## WHAT TO DO
From the line that contains "M859 670 886" through the line that contains "M930 722 939 776", output every line of the listing below exactly and leave out all the rest.

=== Begin Enclosure ===

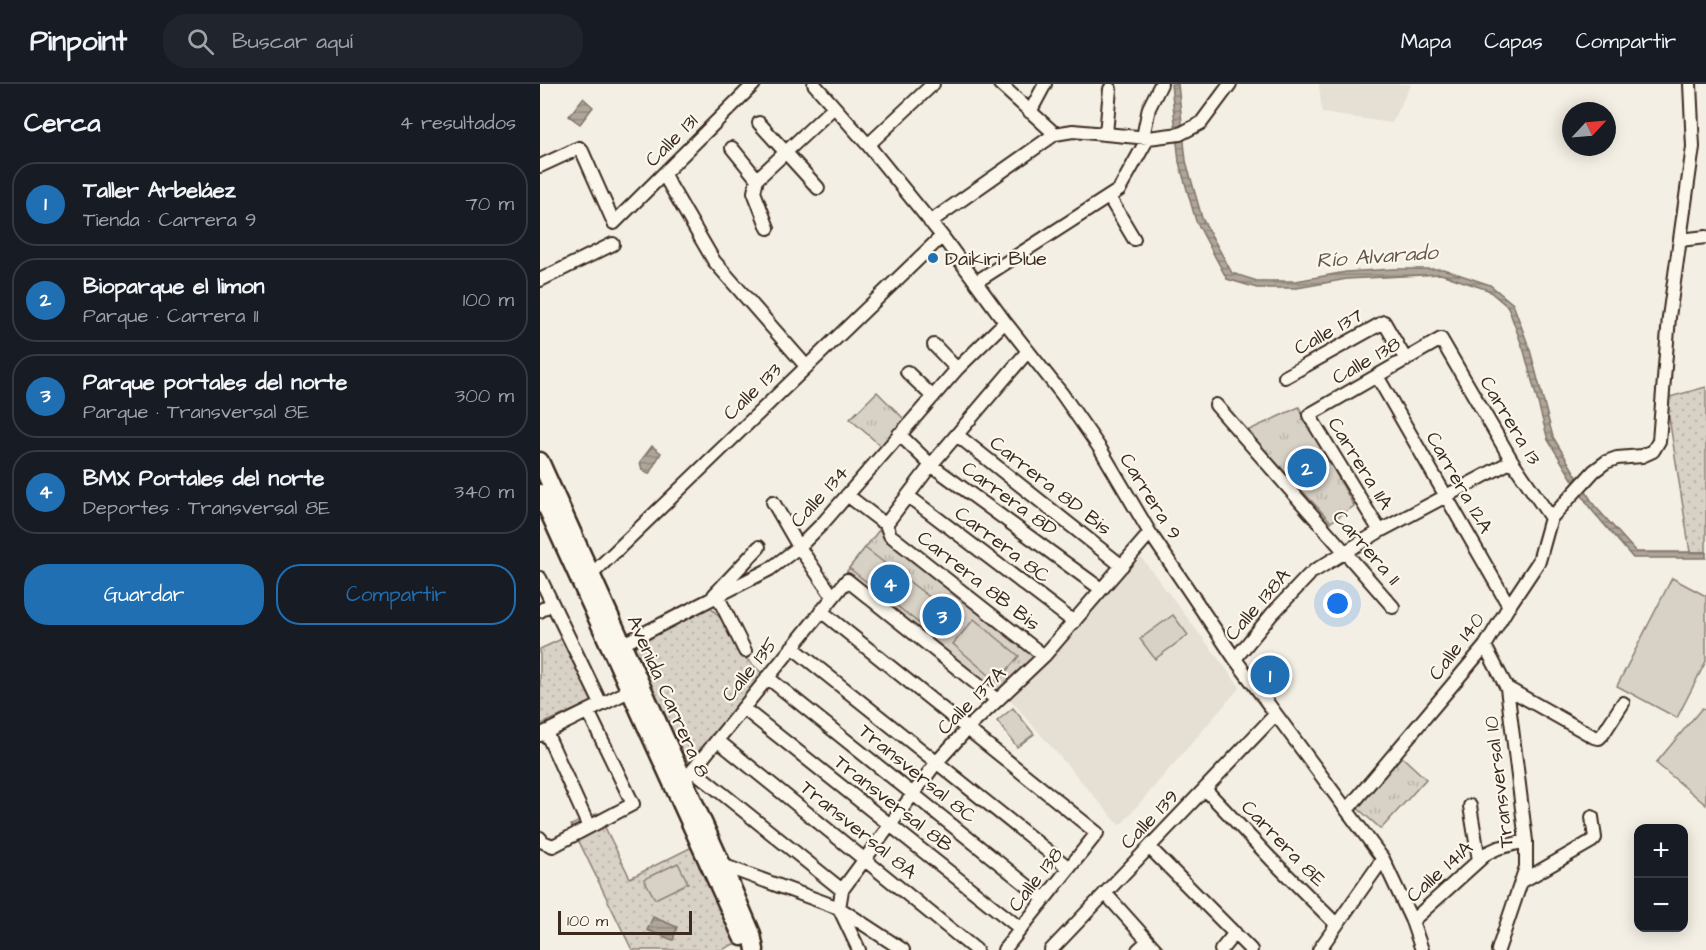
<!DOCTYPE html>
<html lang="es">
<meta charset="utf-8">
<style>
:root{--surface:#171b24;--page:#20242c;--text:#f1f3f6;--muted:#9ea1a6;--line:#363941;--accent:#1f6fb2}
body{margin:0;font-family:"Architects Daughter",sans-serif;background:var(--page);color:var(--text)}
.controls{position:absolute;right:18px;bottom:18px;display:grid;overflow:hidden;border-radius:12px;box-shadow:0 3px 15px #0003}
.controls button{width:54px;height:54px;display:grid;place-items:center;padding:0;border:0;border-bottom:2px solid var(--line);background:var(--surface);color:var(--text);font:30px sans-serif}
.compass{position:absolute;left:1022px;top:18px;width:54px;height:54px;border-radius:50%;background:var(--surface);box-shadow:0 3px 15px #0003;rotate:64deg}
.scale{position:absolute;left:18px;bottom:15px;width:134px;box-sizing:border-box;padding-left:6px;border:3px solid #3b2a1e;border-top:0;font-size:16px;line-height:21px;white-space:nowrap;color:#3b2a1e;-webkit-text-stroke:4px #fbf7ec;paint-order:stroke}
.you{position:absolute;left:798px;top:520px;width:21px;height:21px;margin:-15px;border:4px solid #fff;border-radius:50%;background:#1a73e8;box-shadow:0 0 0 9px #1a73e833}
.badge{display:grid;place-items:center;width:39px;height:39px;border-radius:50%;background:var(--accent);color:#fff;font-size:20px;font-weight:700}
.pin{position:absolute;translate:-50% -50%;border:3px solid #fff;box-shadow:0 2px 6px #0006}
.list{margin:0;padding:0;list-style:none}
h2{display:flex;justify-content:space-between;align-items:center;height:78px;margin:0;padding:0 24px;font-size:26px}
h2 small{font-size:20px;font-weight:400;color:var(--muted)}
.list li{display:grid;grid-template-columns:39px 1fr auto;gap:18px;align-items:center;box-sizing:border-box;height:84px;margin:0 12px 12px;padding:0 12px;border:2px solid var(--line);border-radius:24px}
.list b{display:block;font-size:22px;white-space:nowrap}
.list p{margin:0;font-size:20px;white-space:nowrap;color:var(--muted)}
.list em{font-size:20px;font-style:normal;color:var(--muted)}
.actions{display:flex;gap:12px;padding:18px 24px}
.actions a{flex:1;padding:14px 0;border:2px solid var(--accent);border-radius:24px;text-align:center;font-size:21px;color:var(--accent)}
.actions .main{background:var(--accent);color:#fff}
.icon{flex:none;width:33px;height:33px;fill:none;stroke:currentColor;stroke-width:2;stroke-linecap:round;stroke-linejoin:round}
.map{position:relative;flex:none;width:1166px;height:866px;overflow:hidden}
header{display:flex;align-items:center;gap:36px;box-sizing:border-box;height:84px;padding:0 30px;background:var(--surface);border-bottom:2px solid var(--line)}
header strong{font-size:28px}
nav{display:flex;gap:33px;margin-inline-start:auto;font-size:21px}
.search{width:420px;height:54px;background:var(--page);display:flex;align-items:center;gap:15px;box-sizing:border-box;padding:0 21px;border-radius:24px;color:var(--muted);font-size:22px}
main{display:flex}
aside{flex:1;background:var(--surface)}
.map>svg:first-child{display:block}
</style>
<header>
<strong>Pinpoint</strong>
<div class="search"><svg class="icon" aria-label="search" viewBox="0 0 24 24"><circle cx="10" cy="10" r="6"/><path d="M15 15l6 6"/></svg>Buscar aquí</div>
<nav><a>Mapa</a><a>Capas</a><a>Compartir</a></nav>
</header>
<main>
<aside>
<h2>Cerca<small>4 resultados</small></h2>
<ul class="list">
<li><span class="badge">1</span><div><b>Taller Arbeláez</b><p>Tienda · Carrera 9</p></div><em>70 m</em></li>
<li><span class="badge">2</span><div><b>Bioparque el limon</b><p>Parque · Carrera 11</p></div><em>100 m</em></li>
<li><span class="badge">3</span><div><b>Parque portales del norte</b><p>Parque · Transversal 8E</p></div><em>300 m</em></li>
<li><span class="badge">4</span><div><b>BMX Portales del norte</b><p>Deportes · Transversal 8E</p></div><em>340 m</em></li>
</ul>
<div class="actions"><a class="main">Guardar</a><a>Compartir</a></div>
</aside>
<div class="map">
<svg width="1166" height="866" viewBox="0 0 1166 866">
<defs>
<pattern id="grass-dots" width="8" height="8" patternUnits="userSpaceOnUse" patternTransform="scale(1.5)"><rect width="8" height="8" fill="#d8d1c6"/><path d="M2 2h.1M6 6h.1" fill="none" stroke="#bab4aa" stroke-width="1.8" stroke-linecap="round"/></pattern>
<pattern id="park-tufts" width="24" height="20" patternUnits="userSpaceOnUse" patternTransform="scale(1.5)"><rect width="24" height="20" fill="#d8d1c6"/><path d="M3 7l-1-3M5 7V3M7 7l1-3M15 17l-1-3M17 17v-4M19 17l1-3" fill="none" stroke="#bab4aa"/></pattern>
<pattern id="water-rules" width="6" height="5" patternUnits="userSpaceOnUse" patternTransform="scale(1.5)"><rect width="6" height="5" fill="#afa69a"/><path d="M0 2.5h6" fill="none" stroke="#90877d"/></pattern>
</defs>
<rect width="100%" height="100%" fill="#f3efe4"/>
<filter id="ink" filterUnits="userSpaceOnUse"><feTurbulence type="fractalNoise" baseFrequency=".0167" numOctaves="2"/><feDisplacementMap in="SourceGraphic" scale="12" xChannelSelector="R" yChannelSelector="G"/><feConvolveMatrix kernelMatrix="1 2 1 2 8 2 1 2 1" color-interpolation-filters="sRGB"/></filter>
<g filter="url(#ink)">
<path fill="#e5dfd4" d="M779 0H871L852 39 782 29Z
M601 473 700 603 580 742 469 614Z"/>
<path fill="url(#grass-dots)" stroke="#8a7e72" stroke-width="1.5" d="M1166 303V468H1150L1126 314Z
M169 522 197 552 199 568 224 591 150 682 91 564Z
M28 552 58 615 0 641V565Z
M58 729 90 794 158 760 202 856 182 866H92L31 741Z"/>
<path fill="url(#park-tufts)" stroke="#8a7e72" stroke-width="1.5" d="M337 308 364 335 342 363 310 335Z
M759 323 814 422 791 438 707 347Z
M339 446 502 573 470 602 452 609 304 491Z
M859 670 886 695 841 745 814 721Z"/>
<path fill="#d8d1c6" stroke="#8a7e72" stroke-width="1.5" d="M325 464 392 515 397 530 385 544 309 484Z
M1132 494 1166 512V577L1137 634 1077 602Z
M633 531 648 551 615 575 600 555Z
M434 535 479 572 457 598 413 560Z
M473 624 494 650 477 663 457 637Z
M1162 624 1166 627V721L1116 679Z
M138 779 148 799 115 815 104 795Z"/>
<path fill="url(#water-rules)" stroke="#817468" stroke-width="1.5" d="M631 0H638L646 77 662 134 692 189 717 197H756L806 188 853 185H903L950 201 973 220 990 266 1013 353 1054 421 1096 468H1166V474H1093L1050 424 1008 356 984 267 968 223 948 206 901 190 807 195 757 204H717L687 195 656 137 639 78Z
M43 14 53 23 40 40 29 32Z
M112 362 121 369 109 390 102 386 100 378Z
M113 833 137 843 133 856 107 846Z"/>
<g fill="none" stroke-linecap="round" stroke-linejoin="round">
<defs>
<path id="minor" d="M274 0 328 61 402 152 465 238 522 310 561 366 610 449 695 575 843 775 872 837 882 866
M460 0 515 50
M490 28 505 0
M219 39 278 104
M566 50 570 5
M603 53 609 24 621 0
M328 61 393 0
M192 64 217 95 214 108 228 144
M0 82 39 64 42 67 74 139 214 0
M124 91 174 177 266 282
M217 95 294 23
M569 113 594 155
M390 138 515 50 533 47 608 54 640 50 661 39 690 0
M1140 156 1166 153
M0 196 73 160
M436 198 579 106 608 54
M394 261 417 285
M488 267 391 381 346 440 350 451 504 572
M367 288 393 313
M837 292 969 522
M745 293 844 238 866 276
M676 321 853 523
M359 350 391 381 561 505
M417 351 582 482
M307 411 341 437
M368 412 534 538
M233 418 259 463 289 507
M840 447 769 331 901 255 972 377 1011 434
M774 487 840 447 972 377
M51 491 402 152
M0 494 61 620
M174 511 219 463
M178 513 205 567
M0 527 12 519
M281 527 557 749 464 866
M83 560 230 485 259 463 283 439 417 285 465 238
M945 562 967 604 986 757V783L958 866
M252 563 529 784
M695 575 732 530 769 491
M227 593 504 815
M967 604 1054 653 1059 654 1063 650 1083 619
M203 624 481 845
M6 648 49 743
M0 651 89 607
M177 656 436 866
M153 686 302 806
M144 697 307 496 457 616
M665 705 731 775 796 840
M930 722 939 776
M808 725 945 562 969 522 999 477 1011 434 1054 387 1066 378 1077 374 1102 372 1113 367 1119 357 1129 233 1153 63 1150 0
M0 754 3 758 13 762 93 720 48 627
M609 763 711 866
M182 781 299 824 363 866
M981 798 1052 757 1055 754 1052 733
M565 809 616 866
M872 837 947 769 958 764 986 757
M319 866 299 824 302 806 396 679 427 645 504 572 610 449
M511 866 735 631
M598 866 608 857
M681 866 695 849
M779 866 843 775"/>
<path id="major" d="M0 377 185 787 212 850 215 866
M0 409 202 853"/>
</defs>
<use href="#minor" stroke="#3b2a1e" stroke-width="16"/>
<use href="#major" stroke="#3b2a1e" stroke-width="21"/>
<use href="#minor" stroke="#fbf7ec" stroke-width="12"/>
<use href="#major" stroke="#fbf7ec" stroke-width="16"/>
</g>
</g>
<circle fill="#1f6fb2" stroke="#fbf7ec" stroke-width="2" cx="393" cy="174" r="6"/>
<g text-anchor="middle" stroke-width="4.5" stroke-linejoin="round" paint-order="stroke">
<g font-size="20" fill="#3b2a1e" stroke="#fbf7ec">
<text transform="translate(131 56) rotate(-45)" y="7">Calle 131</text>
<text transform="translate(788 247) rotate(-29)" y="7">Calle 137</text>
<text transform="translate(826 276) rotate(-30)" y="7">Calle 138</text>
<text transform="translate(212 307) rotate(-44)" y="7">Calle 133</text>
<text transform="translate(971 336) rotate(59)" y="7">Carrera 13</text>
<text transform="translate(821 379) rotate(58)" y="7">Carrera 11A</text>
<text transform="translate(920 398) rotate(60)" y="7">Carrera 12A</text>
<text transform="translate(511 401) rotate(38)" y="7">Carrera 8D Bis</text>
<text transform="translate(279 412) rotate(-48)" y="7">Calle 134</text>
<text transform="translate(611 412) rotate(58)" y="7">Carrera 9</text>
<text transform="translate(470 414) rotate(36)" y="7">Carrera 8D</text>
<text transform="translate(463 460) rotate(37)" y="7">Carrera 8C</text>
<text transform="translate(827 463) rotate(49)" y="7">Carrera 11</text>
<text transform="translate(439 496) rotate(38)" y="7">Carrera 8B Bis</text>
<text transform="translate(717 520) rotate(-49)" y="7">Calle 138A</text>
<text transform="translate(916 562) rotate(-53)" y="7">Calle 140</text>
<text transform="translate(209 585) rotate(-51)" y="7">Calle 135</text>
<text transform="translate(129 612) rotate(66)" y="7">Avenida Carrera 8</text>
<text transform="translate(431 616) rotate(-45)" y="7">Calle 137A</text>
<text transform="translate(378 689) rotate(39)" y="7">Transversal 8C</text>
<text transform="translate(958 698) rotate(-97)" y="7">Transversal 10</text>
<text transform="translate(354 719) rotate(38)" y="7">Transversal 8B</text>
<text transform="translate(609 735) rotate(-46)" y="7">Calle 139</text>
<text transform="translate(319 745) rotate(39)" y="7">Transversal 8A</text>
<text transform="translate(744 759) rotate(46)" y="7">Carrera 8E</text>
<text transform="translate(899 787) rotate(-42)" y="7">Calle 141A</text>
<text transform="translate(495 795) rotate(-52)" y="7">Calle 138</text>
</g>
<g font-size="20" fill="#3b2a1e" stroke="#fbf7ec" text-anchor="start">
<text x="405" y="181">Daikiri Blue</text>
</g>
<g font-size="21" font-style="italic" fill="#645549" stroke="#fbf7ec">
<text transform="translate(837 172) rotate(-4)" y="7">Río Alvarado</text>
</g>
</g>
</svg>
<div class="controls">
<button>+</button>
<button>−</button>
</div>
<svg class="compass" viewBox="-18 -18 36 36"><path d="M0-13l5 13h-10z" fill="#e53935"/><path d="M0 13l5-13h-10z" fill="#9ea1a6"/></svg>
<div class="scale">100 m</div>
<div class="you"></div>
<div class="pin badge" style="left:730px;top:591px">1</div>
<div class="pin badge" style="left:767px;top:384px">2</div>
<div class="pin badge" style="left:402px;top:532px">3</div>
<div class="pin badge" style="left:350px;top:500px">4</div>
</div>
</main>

=== End Enclosure ===

## ANSWER FOR THE TASK
M859 670 886 695 841 745 814 721Z"/>
<path fill="#d8d1c6" stroke="#8a7e72" stroke-width="1.5" d="M325 464 392 515 397 530 385 544 309 484Z
M1132 494 1166 512V577L1137 634 1077 602Z
M633 531 648 551 615 575 600 555Z
M434 535 479 572 457 598 413 560Z
M473 624 494 650 477 663 457 637Z
M1162 624 1166 627V721L1116 679Z
M138 779 148 799 115 815 104 795Z"/>
<path fill="url(#water-rules)" stroke="#817468" stroke-width="1.5" d="M631 0H638L646 77 662 134 692 189 717 197H756L806 188 853 185H903L950 201 973 220 990 266 1013 353 1054 421 1096 468H1166V474H1093L1050 424 1008 356 984 267 968 223 948 206 901 190 807 195 757 204H717L687 195 656 137 639 78Z
M43 14 53 23 40 40 29 32Z
M112 362 121 369 109 390 102 386 100 378Z
M113 833 137 843 133 856 107 846Z"/>
<g fill="none" stroke-linecap="round" stroke-linejoin="round">
<defs>
<path id="minor" d="M274 0 328 61 402 152 465 238 522 310 561 366 610 449 695 575 843 775 872 837 882 866
M460 0 515 50
M490 28 505 0
M219 39 278 104
M566 50 570 5
M603 53 609 24 621 0
M328 61 393 0
M192 64 217 95 214 108 228 144
M0 82 39 64 42 67 74 139 214 0
M124 91 174 177 266 282
M217 95 294 23
M569 113 594 155
M390 138 515 50 533 47 608 54 640 50 661 39 690 0
M1140 156 1166 153
M0 196 73 160
M436 198 579 106 608 54
M394 261 417 285
M488 267 391 381 346 440 350 451 504 572
M367 288 393 313
M837 292 969 522
M745 293 844 238 866 276
M676 321 853 523
M359 350 391 381 561 505
M417 351 582 482
M307 411 341 437
M368 412 534 538
M233 418 259 463 289 507
M840 447 769 331 901 255 972 377 1011 434
M774 487 840 447 972 377
M51 491 402 152
M0 494 61 620
M174 511 219 463
M178 513 205 567
M0 527 12 519
M281 527 557 749 464 866
M83 560 230 485 259 463 283 439 417 285 465 238
M945 562 967 604 986 757V783L958 866
M252 563 529 784
M695 575 732 530 769 491
M227 593 504 815
M967 604 1054 653 1059 654 1063 650 1083 619
M203 624 481 845
M6 648 49 743
M0 651 89 607
M177 656 436 866
M153 686 302 806
M144 697 307 496 457 616
M665 705 731 775 796 840
M930 722 939 776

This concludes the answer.